I’m a software engineer and project manager, a novice hiker and woodworker, and an enthusiast of Japanese history and culture. I was first exposed to Kurosawa movies as a child — a big fan of Sanjuro (椿三十郎) — studied Japanese language in college, and did my first internship in Saitama. Some years later, I had the opportunity to transfer to Tokyo for work; what was planned as a one-year stint eventually turned into over five years there. I’ve also been on-site in Chiba to assist with opening manufacturing facilities.

I do enjoy travel and especially enjoy swinging through new (to me) regions of Japan whenever I visit. In April of 2023, I was finally able to return after the years of pandemic disruption. Among other destinations, I did some hiking in the Kuju Mountains of central Kyushu, visited the museum for the famous Japanese-American woodworker George Nakashima outside Takamatsu, and visited some of the famous sites of eastern Kyoto for the first time in many years. (Hint: if Fushimi Inari is swamped with tourists, take the less-traveled bamboo path, along the edge, up to the top.) I’m hoping one of these summers to get back to Hokkaido — my favorite place of respite from the Japanese summer heat, and site of my favorite mountain views (Daisetsuzan National Park).

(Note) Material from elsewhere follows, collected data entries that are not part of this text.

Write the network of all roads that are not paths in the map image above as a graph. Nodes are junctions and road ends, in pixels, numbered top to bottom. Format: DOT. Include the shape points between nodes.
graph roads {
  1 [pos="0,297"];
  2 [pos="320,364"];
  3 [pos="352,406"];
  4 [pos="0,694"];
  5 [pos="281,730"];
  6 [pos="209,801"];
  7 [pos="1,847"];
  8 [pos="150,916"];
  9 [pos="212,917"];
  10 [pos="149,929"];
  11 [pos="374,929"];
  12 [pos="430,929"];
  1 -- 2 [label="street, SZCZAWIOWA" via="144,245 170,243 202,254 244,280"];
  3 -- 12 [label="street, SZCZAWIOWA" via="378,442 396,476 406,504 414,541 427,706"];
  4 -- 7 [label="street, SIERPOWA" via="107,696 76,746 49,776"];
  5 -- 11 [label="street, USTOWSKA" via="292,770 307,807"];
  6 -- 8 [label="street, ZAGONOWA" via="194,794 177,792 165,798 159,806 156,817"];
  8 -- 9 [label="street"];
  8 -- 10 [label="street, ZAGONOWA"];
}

Do you have a favorite event or program that you have participated in with JSB?

Difficult to narrow it down to one, though the Language Room is always a great resource for improving or maintaining one’s skills. We’ve also seen an increase in collaborative and online events between the various US Japan Societies, and with various universities and colleges, which has led to some very interesting co-sponsored talks on politics and business development.

What about JSB makes it special from other groups within the Boston area?

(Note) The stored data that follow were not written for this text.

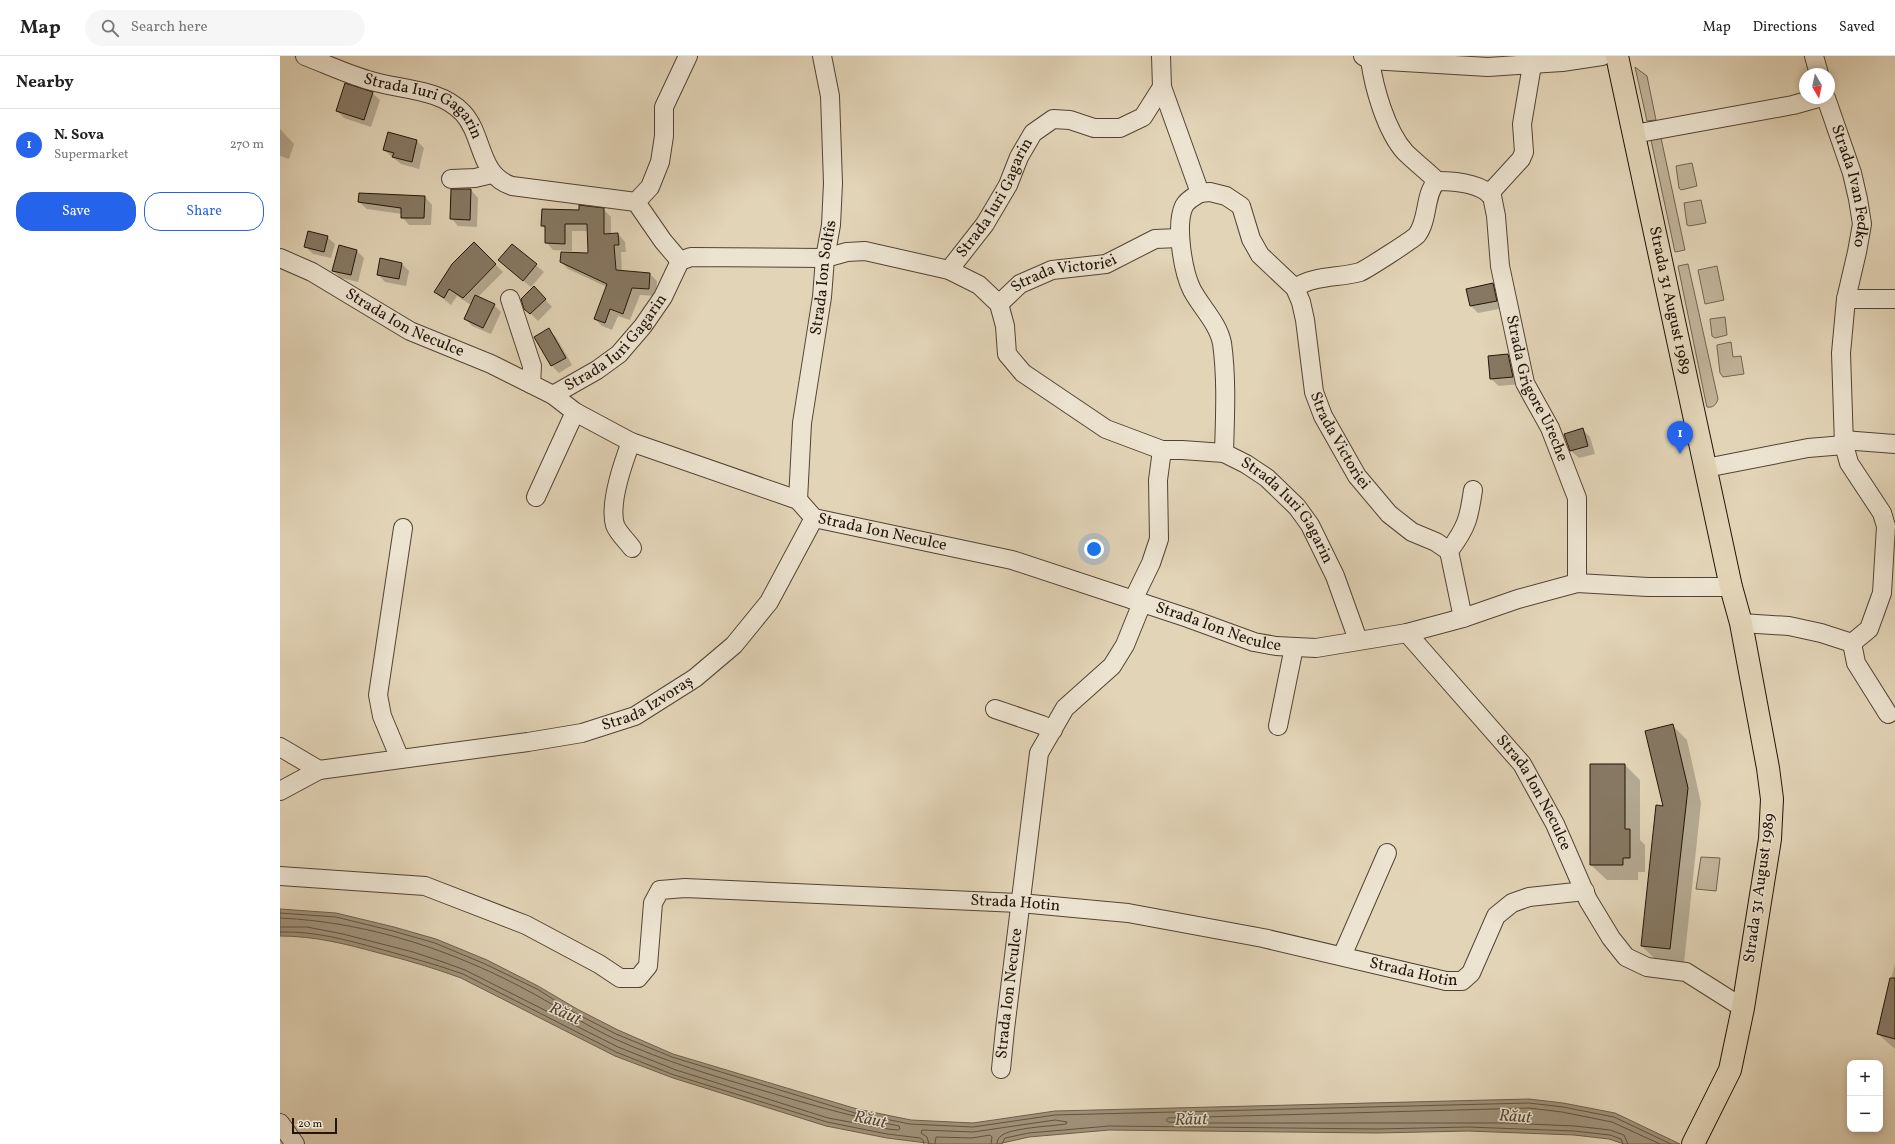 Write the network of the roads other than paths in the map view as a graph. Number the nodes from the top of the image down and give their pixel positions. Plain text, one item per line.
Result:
1 (305, 56) edge
2 (688, 56) edge
3 (822, 56) edge
4 (1161, 56) edge
5 (1602, 56) edge
6 (1617, 56) edge
7 (1814, 56) edge
8 (1367, 58) edge
9 (332, 60) edge
10 (1532, 65) junction
11 (1817, 68) edge
12 (1162, 87) junction
13 (1799, 103) edge
14 (1828, 104) edge
15 (1634, 134) junction
16 (492, 174) junction
17 (451, 179) dead end
18 (1438, 181) junction
19 (1200, 193) junction
20 (1489, 194) junction
21 (636, 202) junction
22 (1179, 238) junction
23 (280, 258) edge
24 (825, 258) junction
25 (680, 261) junction
26 (949, 270) junction
27 (1295, 288) junction
28 (510, 299) dead end
29 (1846, 299) junction
30 (1895, 299) edge
31 (999, 304) junction
32 (531, 384) junction
33 (553, 395) junction
34 (576, 412) junction
35 (631, 442) junction
36 (1844, 443) junction
37 (1895, 444) edge
38 (1162, 450) junction
39 (1224, 453) junction
40 (1706, 468) junction
41 (1473, 490) dead end
42 (536, 497) dead end
43 (798, 500) junction
44 (814, 518) junction
45 (403, 528) dead end
46 (632, 548) dead end
47 (1449, 551) junction
48 (1577, 583) junction
49 (1731, 587) junction
50 (1888, 595) edge
51 (1138, 601) junction
52 (1463, 618) junction
53 (1741, 624) junction
54 (1407, 633) junction
55 (1358, 640) junction
56 (1852, 644) junction
57 (1294, 647) junction
58 (995, 709) dead end
59 (1888, 714) dead end
60 (1278, 726) dead end
61 (1052, 730) junction
62 (280, 747) edge
63 (400, 759) junction
64 (319, 770) junction
65 (280, 791) edge
66 (1386, 853) dead end
67 (280, 876) edge
68 (1585, 891) junction
69 (1020, 903) junction
70 (1342, 956) junction
71 (1743, 1008) junction
72 (1001, 1070) dead end
73 (280, 1123) edge
74 (295, 1144) edge
75 (1693, 1144) edge

1 - 9 street, Strada Iuri Gagarin
2 - 21 street
3 - 24 street, Strada Ion Soltîs
4 - 12 street
5 - 10 street
6 - 15 main road, Strada 31 August 1989
7 - 11 street
8 - 10 street
8 - 18 street
9 - 16 street, Strada Iuri Gagarin
10 - 20 street
12 - 19 street
12 - 26 street, Strada Iuri Gagarin
13 - 15 street
14 - 29 street, Strada Ivan Fedko
15 - 40 main road, Strada 31 August 1989
16 - 17 street
16 - 21 street
18 - 20 street
18 - 27 street
19 - 22 street
19 - 27 street, Strada Victoriei
20 - 48 street, Strada Grigore Ureche
21 - 25 street
22 - 31 street, Strada Victoriei
22 - 39 street
23 - 32 street, Strada Ion Neculce
24 - 25 street, Strada Iuri Gagarin
24 - 26 street, Strada Iuri Gagarin
24 - 43 street, Strada Ion Soltîs
25 - 33 street, Strada Iuri Gagarin
26 - 31 street, Strada Iuri Gagarin
27 - 47 street, Strada Victoriei
28 - 32 street
29 - 30 street
29 - 36 street, Strada Ivan Fedko
31 - 38 street, Strada Iuri Gagarin
32 - 33 street, Strada Ion Neculce
33 - 34 street, Strada Ion Neculce
34 - 35 street, Strada Ion Neculce
34 - 42 street
35 - 43 street, Strada Ion Neculce
35 - 46 street
36 - 37 street
36 - 40 street
36 - 50 street, Strada Ivan Fedko
38 - 39 street, Strada Iuri Gagarin
38 - 51 street
39 - 55 street, Strada Iuri Gagarin
40 - 49 main road, Strada 31 August 1989
41 - 47 street
43 - 44 street, Strada Ion Neculce
44 - 51 street, Strada Ion Neculce
44 - 63 street, Strada Izvoraș
45 - 63 street
47 - 52 street
48 - 49 street
48 - 52 street
49 - 53 main road, Strada 31 August 1989
50 - 56 street, Strada Ivan Fedko
51 - 57 street, Strada Ion Neculce
51 - 61 street, Strada Ion Neculce
52 - 54 street
53 - 56 street
53 - 71 main road, Strada 31 August 1989
54 - 55 street, Strada Ion Neculce
54 - 68 street, Strada Ion Neculce
55 - 57 street, Strada Ion Neculce
56 - 59 street
57 - 60 street, Strada Ion Neculce
58 - 61 street
61 - 69 street, Strada Ion Neculce
62 - 64 street
63 - 64 street, Strada Izvoraș
64 - 65 street
66 - 70 street
67 - 69 street, Strada Hotin
68 - 70 street, Strada Hotin
68 - 71 street, Strada Ion Neculce
69 - 70 street, Strada Hotin
69 - 72 street, Strada Ion Neculce
71 - 75 main road, Strada 31 August 1989
73 - 74 street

I’d be remiss to not mention its dedicated staff and volunteers, but I’d like to say that it’s because it’s a long-running society in Boston, with the unique history and links that makes possible. While New England might not have the same intensity of connections as places like California, it has the historical and living connections via institutions like the MFA and the Boston Children’s Museum, the many schools, and the Japanese-connected businesses. The work of the JSB then makes these links better-known and better-understood by the public.

What would you say to somebody who is considering joining JSB?

Do it! Look at the value you get, without having to book a flight to Tokyo.